(What to produce):
Each record must be printed again exactly as given.

Entries taken from a collection
>>>

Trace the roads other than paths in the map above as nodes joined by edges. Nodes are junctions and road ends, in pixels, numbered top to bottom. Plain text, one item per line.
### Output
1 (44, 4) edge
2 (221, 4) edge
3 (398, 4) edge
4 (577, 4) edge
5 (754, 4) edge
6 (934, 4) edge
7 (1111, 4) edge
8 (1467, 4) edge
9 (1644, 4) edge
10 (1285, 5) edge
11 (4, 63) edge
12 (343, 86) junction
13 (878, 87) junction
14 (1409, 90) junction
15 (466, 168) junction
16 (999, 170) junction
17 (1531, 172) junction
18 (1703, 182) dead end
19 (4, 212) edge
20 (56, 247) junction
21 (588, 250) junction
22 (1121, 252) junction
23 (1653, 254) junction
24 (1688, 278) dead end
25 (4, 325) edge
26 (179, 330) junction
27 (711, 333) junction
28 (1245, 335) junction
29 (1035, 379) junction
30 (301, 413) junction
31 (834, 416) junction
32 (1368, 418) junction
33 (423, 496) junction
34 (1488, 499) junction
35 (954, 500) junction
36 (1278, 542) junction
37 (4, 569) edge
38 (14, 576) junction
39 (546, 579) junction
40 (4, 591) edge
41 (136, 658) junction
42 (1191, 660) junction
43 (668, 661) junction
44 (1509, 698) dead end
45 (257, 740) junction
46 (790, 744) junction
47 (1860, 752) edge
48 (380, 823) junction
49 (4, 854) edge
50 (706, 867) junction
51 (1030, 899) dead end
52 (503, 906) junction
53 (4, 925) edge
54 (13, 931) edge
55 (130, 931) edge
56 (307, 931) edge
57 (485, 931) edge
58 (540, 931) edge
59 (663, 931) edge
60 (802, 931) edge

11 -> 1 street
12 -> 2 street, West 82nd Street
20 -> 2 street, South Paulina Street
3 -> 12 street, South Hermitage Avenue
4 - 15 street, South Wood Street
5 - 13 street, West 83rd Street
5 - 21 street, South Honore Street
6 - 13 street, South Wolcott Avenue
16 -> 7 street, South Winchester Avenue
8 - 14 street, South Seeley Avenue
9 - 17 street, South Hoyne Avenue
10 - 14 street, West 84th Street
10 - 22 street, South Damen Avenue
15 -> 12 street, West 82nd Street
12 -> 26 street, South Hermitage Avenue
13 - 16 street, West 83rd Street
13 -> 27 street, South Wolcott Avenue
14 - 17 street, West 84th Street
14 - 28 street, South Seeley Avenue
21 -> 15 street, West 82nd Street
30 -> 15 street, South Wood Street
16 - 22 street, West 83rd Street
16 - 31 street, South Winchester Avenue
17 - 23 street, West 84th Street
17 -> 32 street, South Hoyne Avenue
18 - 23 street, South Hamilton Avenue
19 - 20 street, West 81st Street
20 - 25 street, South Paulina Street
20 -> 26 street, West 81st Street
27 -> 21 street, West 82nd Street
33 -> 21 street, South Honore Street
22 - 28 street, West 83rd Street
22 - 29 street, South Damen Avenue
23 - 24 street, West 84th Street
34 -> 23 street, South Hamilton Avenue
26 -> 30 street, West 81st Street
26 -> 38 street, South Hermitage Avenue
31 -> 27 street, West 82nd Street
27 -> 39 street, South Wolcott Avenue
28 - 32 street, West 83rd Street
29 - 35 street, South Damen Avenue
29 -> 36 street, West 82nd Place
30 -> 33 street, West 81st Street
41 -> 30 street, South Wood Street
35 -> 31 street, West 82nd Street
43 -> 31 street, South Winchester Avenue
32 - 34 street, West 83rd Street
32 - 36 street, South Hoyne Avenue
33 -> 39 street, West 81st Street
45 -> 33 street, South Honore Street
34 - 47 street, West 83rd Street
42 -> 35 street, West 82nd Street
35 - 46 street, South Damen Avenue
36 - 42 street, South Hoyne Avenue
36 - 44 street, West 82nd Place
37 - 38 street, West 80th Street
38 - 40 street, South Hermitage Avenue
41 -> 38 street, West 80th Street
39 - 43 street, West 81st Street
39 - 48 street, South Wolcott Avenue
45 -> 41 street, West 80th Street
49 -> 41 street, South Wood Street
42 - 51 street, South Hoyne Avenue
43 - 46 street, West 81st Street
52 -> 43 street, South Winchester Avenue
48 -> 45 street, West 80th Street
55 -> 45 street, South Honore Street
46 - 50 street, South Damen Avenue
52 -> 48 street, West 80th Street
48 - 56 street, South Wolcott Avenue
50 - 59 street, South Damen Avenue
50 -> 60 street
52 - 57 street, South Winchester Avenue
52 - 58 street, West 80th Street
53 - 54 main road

<<<

(Result for this task):
Trace the roads other than paths in the map above as nodes joined by edges. Nodes are junctions and road ends, in pixels, numbered top to bottom. Plain text, one item per line.
### Output
1 (44, 4) edge
2 (221, 4) edge
3 (398, 4) edge
4 (577, 4) edge
5 (754, 4) edge
6 (934, 4) edge
7 (1111, 4) edge
8 (1467, 4) edge
9 (1644, 4) edge
10 (1285, 5) edge
11 (4, 63) edge
12 (343, 86) junction
13 (878, 87) junction
14 (1409, 90) junction
15 (466, 168) junction
16 (999, 170) junction
17 (1531, 172) junction
18 (1703, 182) dead end
19 (4, 212) edge
20 (56, 247) junction
21 (588, 250) junction
22 (1121, 252) junction
23 (1653, 254) junction
24 (1688, 278) dead end
25 (4, 325) edge
26 (179, 330) junction
27 (711, 333) junction
28 (1245, 335) junction
29 (1035, 379) junction
30 (301, 413) junction
31 (834, 416) junction
32 (1368, 418) junction
33 (423, 496) junction
34 (1488, 499) junction
35 (954, 500) junction
36 (1278, 542) junction
37 (4, 569) edge
38 (14, 576) junction
39 (546, 579) junction
40 (4, 591) edge
41 (136, 658) junction
42 (1191, 660) junction
43 (668, 661) junction
44 (1509, 698) dead end
45 (257, 740) junction
46 (790, 744) junction
47 (1860, 752) edge
48 (380, 823) junction
49 (4, 854) edge
50 (706, 867) junction
51 (1030, 899) dead end
52 (503, 906) junction
53 (4, 925) edge
54 (13, 931) edge
55 (130, 931) edge
56 (307, 931) edge
57 (485, 931) edge
58 (540, 931) edge
59 (663, 931) edge
60 (802, 931) edge

11 -> 1 street
12 -> 2 street, West 82nd Street
20 -> 2 street, South Paulina Street
3 -> 12 street, South Hermitage Avenue
4 - 15 street, South Wood Street
5 - 13 street, West 83rd Street
5 - 21 street, South Honore Street
6 - 13 street, South Wolcott Avenue
16 -> 7 street, South Winchester Avenue
8 - 14 street, South Seeley Avenue
9 - 17 street, South Hoyne Avenue
10 - 14 street, West 84th Street
10 - 22 street, South Damen Avenue
15 -> 12 street, West 82nd Street
12 -> 26 street, South Hermitage Avenue
13 - 16 street, West 83rd Street
13 -> 27 street, South Wolcott Avenue
14 - 17 street, West 84th Street
14 - 28 street, South Seeley Avenue
21 -> 15 street, West 82nd Street
30 -> 15 street, South Wood Street
16 - 22 street, West 83rd Street
16 - 31 street, South Winchester Avenue
17 - 23 street, West 84th Street
17 -> 32 street, South Hoyne Avenue
18 - 23 street, South Hamilton Avenue
19 - 20 street, West 81st Street
20 - 25 street, South Paulina Street
20 -> 26 street, West 81st Street
27 -> 21 street, West 82nd Street
33 -> 21 street, South Honore Street
22 - 28 street, West 83rd Street
22 - 29 street, South Damen Avenue
23 - 24 street, West 84th Street
34 -> 23 street, South Hamilton Avenue
26 -> 30 street, West 81st Street
26 -> 38 street, South Hermitage Avenue
31 -> 27 street, West 82nd Street
27 -> 39 street, South Wolcott Avenue
28 - 32 street, West 83rd Street
29 - 35 street, South Damen Avenue
29 -> 36 street, West 82nd Place
30 -> 33 street, West 81st Street
41 -> 30 street, South Wood Street
35 -> 31 street, West 82nd Street
43 -> 31 street, South Winchester Avenue
32 - 34 street, West 83rd Street
32 - 36 street, South Hoyne Avenue
33 -> 39 street, West 81st Street
45 -> 33 street, South Honore Street
34 - 47 street, West 83rd Street
42 -> 35 street, West 82nd Street
35 - 46 street, South Damen Avenue
36 - 42 street, South Hoyne Avenue
36 - 44 street, West 82nd Place
37 - 38 street, West 80th Street
38 - 40 street, South Hermitage Avenue
41 -> 38 street, West 80th Street
39 - 43 street, West 81st Street
39 - 48 street, South Wolcott Avenue
45 -> 41 street, West 80th Street
49 -> 41 street, South Wood Street
42 - 51 street, South Hoyne Avenue
43 - 46 street, West 81st Street
52 -> 43 street, South Winchester Avenue
48 -> 45 street, West 80th Street
55 -> 45 street, South Honore Street
46 - 50 street, South Damen Avenue
52 -> 48 street, West 80th Street
48 - 56 street, South Wolcott Avenue
50 - 59 street, South Damen Avenue
50 -> 60 street
52 - 57 street, South Winchester Avenue
52 - 58 street, West 80th Street
53 - 54 main road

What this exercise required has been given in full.